**TASK TO CARRY OUT:** Please set down every record exactly as it appears below.

**PROVIDED MATERIAL:**

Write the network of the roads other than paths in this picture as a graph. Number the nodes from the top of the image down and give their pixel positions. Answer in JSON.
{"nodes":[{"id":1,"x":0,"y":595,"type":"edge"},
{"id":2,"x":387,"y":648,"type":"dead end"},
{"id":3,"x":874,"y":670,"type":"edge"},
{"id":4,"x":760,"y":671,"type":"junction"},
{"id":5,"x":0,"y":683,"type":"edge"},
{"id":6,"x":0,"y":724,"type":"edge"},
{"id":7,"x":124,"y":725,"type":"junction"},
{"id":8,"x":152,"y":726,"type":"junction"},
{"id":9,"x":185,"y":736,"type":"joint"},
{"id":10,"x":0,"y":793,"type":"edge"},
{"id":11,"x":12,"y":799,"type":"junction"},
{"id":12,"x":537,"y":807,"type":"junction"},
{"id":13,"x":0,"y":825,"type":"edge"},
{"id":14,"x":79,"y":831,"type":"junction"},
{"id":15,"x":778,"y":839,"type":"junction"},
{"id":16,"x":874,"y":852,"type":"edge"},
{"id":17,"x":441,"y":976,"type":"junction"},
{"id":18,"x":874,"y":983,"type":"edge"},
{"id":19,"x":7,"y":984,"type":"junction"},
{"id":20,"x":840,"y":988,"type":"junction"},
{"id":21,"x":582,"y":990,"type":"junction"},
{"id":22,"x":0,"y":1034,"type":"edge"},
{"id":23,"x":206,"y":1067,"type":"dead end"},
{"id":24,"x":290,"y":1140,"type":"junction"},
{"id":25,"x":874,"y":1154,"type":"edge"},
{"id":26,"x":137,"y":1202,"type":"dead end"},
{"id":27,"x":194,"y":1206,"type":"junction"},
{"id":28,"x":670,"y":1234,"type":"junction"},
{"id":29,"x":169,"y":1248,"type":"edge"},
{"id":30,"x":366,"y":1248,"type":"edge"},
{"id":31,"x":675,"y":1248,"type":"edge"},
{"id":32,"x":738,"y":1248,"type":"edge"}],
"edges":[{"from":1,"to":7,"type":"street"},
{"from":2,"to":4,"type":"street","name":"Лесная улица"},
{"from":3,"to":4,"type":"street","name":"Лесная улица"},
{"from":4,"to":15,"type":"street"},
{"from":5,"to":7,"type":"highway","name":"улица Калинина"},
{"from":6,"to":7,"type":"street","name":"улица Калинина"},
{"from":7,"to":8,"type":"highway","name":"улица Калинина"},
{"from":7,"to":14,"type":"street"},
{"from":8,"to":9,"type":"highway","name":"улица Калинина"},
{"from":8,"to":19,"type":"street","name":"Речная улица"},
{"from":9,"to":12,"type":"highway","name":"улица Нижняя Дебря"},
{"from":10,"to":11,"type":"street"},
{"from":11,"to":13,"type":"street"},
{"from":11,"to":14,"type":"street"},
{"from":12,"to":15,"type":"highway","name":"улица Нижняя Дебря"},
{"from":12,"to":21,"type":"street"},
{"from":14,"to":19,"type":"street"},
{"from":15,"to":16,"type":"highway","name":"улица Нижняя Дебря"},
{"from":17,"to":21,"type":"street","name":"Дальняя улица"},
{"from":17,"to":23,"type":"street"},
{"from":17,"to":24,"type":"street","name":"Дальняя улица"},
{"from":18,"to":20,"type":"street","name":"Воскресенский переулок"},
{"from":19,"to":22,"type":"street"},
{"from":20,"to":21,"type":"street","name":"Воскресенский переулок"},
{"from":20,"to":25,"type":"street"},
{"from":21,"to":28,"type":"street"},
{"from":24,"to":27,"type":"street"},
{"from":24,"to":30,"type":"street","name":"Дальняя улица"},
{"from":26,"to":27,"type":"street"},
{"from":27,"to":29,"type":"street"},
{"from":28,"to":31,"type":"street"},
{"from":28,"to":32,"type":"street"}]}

**TASK ANSWER:**
Write the network of the roads other than paths in this picture as a graph. Number the nodes from the top of the image down and give their pixel positions. Answer in JSON.
{"nodes":[{"id":1,"x":0,"y":595,"type":"edge"},
{"id":2,"x":387,"y":648,"type":"dead end"},
{"id":3,"x":874,"y":670,"type":"edge"},
{"id":4,"x":760,"y":671,"type":"junction"},
{"id":5,"x":0,"y":683,"type":"edge"},
{"id":6,"x":0,"y":724,"type":"edge"},
{"id":7,"x":124,"y":725,"type":"junction"},
{"id":8,"x":152,"y":726,"type":"junction"},
{"id":9,"x":185,"y":736,"type":"joint"},
{"id":10,"x":0,"y":793,"type":"edge"},
{"id":11,"x":12,"y":799,"type":"junction"},
{"id":12,"x":537,"y":807,"type":"junction"},
{"id":13,"x":0,"y":825,"type":"edge"},
{"id":14,"x":79,"y":831,"type":"junction"},
{"id":15,"x":778,"y":839,"type":"junction"},
{"id":16,"x":874,"y":852,"type":"edge"},
{"id":17,"x":441,"y":976,"type":"junction"},
{"id":18,"x":874,"y":983,"type":"edge"},
{"id":19,"x":7,"y":984,"type":"junction"},
{"id":20,"x":840,"y":988,"type":"junction"},
{"id":21,"x":582,"y":990,"type":"junction"},
{"id":22,"x":0,"y":1034,"type":"edge"},
{"id":23,"x":206,"y":1067,"type":"dead end"},
{"id":24,"x":290,"y":1140,"type":"junction"},
{"id":25,"x":874,"y":1154,"type":"edge"},
{"id":26,"x":137,"y":1202,"type":"dead end"},
{"id":27,"x":194,"y":1206,"type":"junction"},
{"id":28,"x":670,"y":1234,"type":"junction"},
{"id":29,"x":169,"y":1248,"type":"edge"},
{"id":30,"x":366,"y":1248,"type":"edge"},
{"id":31,"x":675,"y":1248,"type":"edge"},
{"id":32,"x":738,"y":1248,"type":"edge"}],
"edges":[{"from":1,"to":7,"type":"street"},
{"from":2,"to":4,"type":"street","name":"Лесная улица"},
{"from":3,"to":4,"type":"street","name":"Лесная улица"},
{"from":4,"to":15,"type":"street"},
{"from":5,"to":7,"type":"highway","name":"улица Калинина"},
{"from":6,"to":7,"type":"street","name":"улица Калинина"},
{"from":7,"to":8,"type":"highway","name":"улица Калинина"},
{"from":7,"to":14,"type":"street"},
{"from":8,"to":9,"type":"highway","name":"улица Калинина"},
{"from":8,"to":19,"type":"street","name":"Речная улица"},
{"from":9,"to":12,"type":"highway","name":"улица Нижняя Дебря"},
{"from":10,"to":11,"type":"street"},
{"from":11,"to":13,"type":"street"},
{"from":11,"to":14,"type":"street"},
{"from":12,"to":15,"type":"highway","name":"улица Нижняя Дебря"},
{"from":12,"to":21,"type":"street"},
{"from":14,"to":19,"type":"street"},
{"from":15,"to":16,"type":"highway","name":"улица Нижняя Дебря"},
{"from":17,"to":21,"type":"street","name":"Дальняя улица"},
{"from":17,"to":23,"type":"street"},
{"from":17,"to":24,"type":"street","name":"Дальняя улица"},
{"from":18,"to":20,"type":"street","name":"Воскресенский переулок"},
{"from":19,"to":22,"type":"street"},
{"from":20,"to":21,"type":"street","name":"Воскресенский переулок"},
{"from":20,"to":25,"type":"street"},
{"from":21,"to":28,"type":"street"},
{"from":24,"to":27,"type":"street"},
{"from":24,"to":30,"type":"street","name":"Дальняя улица"},
{"from":26,"to":27,"type":"street"},
{"from":27,"to":29,"type":"street"},
{"from":28,"to":31,"type":"street"},
{"from":28,"to":32,"type":"street"}]}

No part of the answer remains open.